Playing Rotation Thoughts for Coaches

In a past article, “The Realities of Playing Rotations”, we shared some thoughts for players who were either totally left out of their playing rotations or believed they deserved expanded roles.  We clearly gave coaches the benefit of the doubt.  Today, we’ll examine some thoughts for coaches and give players the benefit of the doubt.

Unless one is coaching in a school system or a league where “participation” is the buzzword, you’re probably both interested in and expected to win.  With that, playing players who help you win is obviously foremost on your mind.  So, you generally construct a playing rotation with winning games as your primary objective.

The conflict, of course, is that a former player yourself, you know that playing time is important to everyone and that in a perfect world, you would win all of your games and everyone would be happy.  That thought lasts about two seconds and reality sets in.  Quite simply, the objective has to be that winning comes first and the rotation becomes a means to the end- and not an end itself.

Coaches devise rotations based on many factors. The 160 and 200 minutes of high school and college games respectively can be divvied up in an infinite variety of ways.  Coaching philosophies and systems vary tremendously. One might assume that a pressing, fast-breaking team which uses a high number of possessions might very well need a deeper rotation but that’s just an assumption.  If 7 well-conditioned athletes can pull that off, who’s to argue?

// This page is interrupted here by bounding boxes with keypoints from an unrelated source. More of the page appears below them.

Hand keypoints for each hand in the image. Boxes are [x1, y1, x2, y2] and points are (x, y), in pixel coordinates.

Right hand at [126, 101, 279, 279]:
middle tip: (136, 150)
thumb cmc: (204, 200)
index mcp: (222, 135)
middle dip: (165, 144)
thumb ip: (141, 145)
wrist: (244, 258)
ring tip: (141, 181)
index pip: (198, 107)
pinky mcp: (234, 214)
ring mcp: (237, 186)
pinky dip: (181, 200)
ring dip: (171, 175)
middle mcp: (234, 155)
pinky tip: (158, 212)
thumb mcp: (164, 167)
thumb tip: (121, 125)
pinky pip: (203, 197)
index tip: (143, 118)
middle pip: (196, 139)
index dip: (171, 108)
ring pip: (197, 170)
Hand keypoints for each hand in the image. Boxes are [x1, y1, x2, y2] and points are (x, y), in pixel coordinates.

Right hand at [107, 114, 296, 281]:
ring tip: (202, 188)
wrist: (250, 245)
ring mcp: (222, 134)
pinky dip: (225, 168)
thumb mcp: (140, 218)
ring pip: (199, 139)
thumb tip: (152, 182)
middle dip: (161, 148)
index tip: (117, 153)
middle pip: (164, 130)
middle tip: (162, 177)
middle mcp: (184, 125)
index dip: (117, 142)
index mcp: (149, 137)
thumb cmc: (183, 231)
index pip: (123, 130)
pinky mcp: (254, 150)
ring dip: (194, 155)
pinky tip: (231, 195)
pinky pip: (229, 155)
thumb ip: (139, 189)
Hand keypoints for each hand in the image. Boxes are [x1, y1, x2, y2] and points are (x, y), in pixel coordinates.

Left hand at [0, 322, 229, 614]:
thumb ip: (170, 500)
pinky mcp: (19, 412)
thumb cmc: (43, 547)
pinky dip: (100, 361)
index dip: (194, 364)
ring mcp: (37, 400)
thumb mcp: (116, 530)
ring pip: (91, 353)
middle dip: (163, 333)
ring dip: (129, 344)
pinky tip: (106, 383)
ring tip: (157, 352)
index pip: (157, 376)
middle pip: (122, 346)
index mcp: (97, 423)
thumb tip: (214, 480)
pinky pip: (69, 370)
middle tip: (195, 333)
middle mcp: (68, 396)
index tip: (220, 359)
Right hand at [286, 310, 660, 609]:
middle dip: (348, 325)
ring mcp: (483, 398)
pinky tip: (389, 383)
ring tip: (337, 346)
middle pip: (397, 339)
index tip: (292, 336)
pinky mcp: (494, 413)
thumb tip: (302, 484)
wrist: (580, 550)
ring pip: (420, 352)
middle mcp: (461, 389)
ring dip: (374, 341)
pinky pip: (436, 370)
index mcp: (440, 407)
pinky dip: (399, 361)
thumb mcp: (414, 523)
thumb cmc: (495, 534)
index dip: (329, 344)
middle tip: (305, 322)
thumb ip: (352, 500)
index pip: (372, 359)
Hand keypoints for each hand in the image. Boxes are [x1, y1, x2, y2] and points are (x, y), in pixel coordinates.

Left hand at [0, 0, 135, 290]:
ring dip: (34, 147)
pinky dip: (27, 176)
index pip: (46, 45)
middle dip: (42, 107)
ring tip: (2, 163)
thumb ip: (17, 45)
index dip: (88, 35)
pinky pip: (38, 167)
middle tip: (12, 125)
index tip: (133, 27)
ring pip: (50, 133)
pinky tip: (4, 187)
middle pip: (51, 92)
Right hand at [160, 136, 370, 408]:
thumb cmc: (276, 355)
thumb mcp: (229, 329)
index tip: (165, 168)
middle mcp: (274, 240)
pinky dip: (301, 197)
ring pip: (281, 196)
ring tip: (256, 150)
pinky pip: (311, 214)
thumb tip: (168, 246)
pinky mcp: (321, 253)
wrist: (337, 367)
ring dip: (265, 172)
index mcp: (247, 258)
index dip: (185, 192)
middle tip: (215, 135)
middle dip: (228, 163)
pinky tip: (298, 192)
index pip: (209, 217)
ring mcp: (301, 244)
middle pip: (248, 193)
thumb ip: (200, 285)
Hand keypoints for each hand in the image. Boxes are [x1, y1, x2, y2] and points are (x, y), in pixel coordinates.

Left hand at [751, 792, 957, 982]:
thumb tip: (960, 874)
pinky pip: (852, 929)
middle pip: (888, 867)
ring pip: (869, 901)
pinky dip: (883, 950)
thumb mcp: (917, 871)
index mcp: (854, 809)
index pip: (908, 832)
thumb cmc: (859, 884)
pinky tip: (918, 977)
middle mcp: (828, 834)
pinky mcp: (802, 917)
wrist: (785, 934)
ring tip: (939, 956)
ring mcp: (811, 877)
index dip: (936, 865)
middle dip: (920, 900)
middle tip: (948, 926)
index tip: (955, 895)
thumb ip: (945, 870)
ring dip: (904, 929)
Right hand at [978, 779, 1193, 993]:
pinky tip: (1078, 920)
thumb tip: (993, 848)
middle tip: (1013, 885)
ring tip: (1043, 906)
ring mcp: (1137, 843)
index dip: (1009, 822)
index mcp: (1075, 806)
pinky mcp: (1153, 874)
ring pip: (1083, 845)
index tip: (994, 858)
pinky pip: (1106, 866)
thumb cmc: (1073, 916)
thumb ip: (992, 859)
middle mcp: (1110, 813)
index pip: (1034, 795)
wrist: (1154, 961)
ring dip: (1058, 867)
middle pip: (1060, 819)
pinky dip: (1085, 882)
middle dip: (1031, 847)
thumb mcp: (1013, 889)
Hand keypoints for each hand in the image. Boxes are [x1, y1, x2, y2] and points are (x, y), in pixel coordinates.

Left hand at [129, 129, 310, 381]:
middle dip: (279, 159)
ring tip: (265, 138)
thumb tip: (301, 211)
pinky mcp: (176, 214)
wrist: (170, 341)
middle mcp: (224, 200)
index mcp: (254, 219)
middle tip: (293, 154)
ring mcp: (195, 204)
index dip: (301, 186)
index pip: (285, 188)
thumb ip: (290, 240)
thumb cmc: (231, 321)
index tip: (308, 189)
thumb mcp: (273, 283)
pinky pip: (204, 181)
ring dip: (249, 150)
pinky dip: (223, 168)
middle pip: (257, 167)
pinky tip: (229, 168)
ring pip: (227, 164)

So, other than the most conventional rotation of choosing two guards, two forwards and center as one’s starting five- and one guard, one forward and a center as backups, what other ways can coaches utilize their rosters?  After all, when the team was selected or recruited, each player was deemed to have assets that would help the team.  Let’s examine roster analysis:

  • We all think we know after 3-4 weeks of practice who we are inclined to play and why.  Let’s assume that we’re totally correct as we begin our seasons.   However, determining that our 8-player rotation (for example) is how we’ll necessarily go through our entire season seems a little short-sighted.  There are many things that can go wrong with the players in our original rotation and many good things that can happen with the players outside the rotation.
  • Keeping players 9-15 ready to play and motivated is a highly desirable coaching skill.  Those who do this successfully keep the “carrot” out there all the time.  There has to be a desirable reward (what the player wants-not what the coach thinks the player wants) for each player.  For most, it has to be an opportunity to play in the current season or a future season.  For others, it might be an opportunity to play on an achieving team or earning a letter or practical experience for someone who wants to eventually coach themselves.  Whatever the reason, it has to be player-centric.
  • Instead of deciding on a number first (8 for instance), list each player and have the entire staff decide what each player brings to the table.  Perhaps there’s an asset that player possesses that no one else on the roster does.  The term “special situations” might be another way to look at this particular angle. One example would be “tall” situations.  I’ve seen coaches start a player to win the opening tap.  That alone can lead to one extra possession in a game (which could mean the difference).  Another way to use the tall player situationally is defending key baseline and sideline inbounds plays.  There are many other specializations.
  • In the 1970’s, Dean Smith at North Carolina basically played players 11-15 as a unit.  He gave them a special name and they received some notoriety.  They pressed and blitzed and played with a very high level of energy.  They generally played in 2-4 minute shifts.  They were more motivated to practice and contribute than they otherwise would have been.
  • Use analytics to evaluate players.  You might find players who don’t play a lot to have a high per minute rate for points, rebounds, assists, steals or blocks.  High rates can easily get overlooked.  Also, using analytics from charting practices might reveal players achieving at a higher level than previously noticed by the “eye test”.
  • Some coaches don’t want to mess with a rotation after it’s established.  At the other end of the spectrum, there are those who specifically make the start of each week a totally new evaluation period for those who play in games that week.  Then, there are coaches who occasionally have a week when they shake things up for effect.
  • Position-less basketball or “Small Ball” is another way to play players who might otherwise might be buried in a conventional 2 or 3 deep listing.  The thinking here is simple.  Why play two #4 men and perhaps two #5 men, if they’re not effective?  That opens up the rotation for up to four true perimeter players who might be worthy of playing time.  Coaches using “effective” players have opened up their rotations to their full rosters.  

Like any other phase of the game that changes over time, deciding playing rotations shouldn’t be any different.  Keeping an open mind might prove beneficial.